Architectural Significance
This is part of a broader class of bugs Richard has been mining (he opens with "I seem to have fallen into a rabbit-hole around equality-relation issues"), where planner code written in an era of deterministic collations and implicit single-opfamily-per-type assumptions has not been systematically audited for:
- Nondeterministic collations (added in PG12)
- Multiple opfamilies per type (especially
record_image_ops, array equality variants, JSON equality etc.)
Any planner proof based on "column X uniquely determines column Y" must be checked against the specific equality operator that the consuming clause (GROUP BY, DISTINCT, join, semijoin) will use. Unique indexes, EquivalenceClasses, and functional-dependency reasoning all need opfamily + collation qualifiers.

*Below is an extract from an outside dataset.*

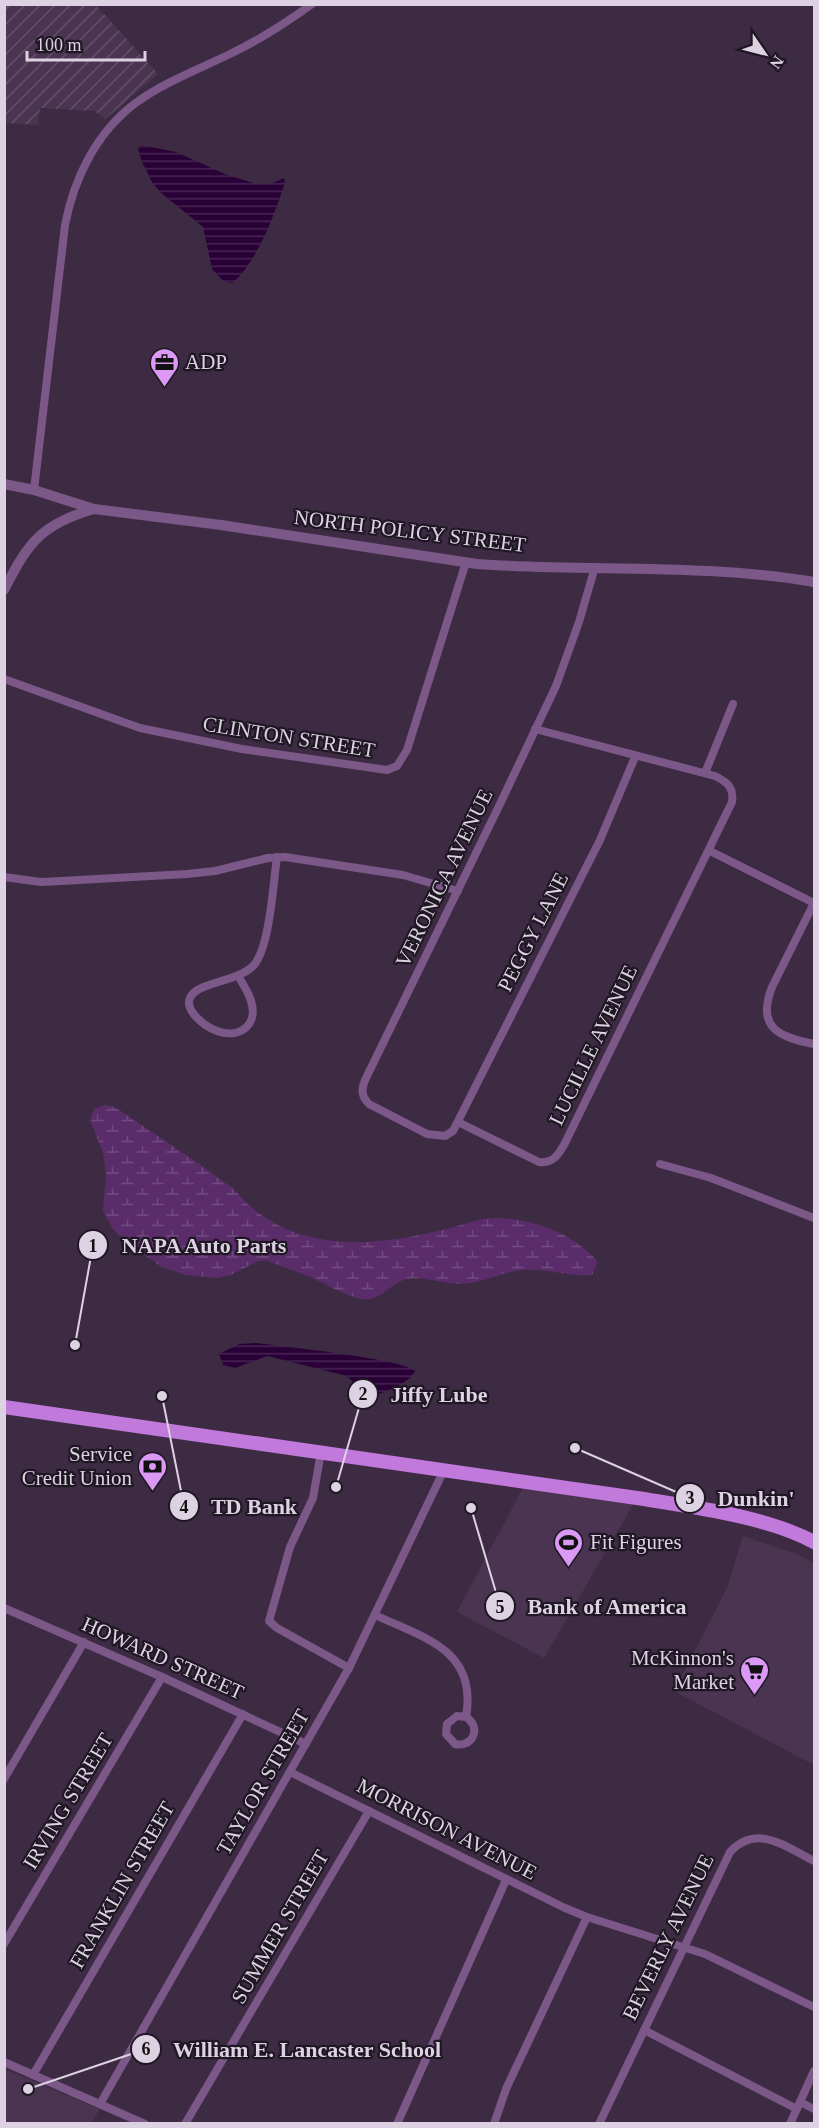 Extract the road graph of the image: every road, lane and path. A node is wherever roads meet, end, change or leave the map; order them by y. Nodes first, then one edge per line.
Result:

Similar bugs have been found in:
innerrel_is_unique()/ unique-join detection- DISTINCT removal
- Self-join elimination
- EquivalenceClass construction with nondeterministic collations
Proposed Fix
Richard's patch (attached but not quoted in the email) conceptually must extend the matching loop inside remove_useless_groupby_columns() so that an index column i matches a GROUP BY item only when:
index->indexkeys[i] == var->varattno(existing check), and- The index column's collation equals the Var's collation (or the column is non-collatable), and
- The index column's opfamily contains the
SortGroupClause.eqop— i.e., the GROUP BY equality operator is a member of the same opfamily that the unique index relies upon for its uniqueness guarantee.
Condition (3) is the standard PostgreSQL idiom for "these two equality notions agree," used in many places (e.g., op_in_opfamily, get_mergejoin_opfamilies). Condition (2) mirrors what was done elsewhere for nondeterministic collations: compare indcollation[i] against the Var's varcollid.
Key Tradeoffs and Design Considerations
- Conservative vs. precise: The simplest fix is to bail out whenever collation/opfamily doesn't match, losing the optimization for those cases. A more aggressive fix could still use the index when the GROUP BY equality is known to be a refinement of the index equality — but in general that is not safe (and for the wrong-results case here, the relationship is the opposite: index equality is finer than GROUP BY equality).
- Backpatching: Because this is a wrong-results bug (data loss in query output), it is a backpatch candidate to all supported branches, subject to whether the fix is minimal enough. The nondeterministic-collation aspect only applies from PG12; the opfamily aspect (with
record_image_ops) is older. - Test coverage: The two reproducers Richard provides are excellent regression test material and target the two independent failure axes.
Technical Insights
- The
SortGroupClause.eqopfield is the authoritative source of GROUP BY equality semantics and must drive any functional-dependency reasoning — attno alone is never sufficient in a system with pluggable opfamilies. record_image_opsis a recurring trap because it is the canonical example of a non-default opfamily on a commonly used type, and its bytewise equality is strictly finer than logical record equality (numericvalues with different display scales being the classic trigger).- Nondeterministic collations break a long-standing planner assumption that "same attno ⇒ same equality." Each site making that assumption must be audited.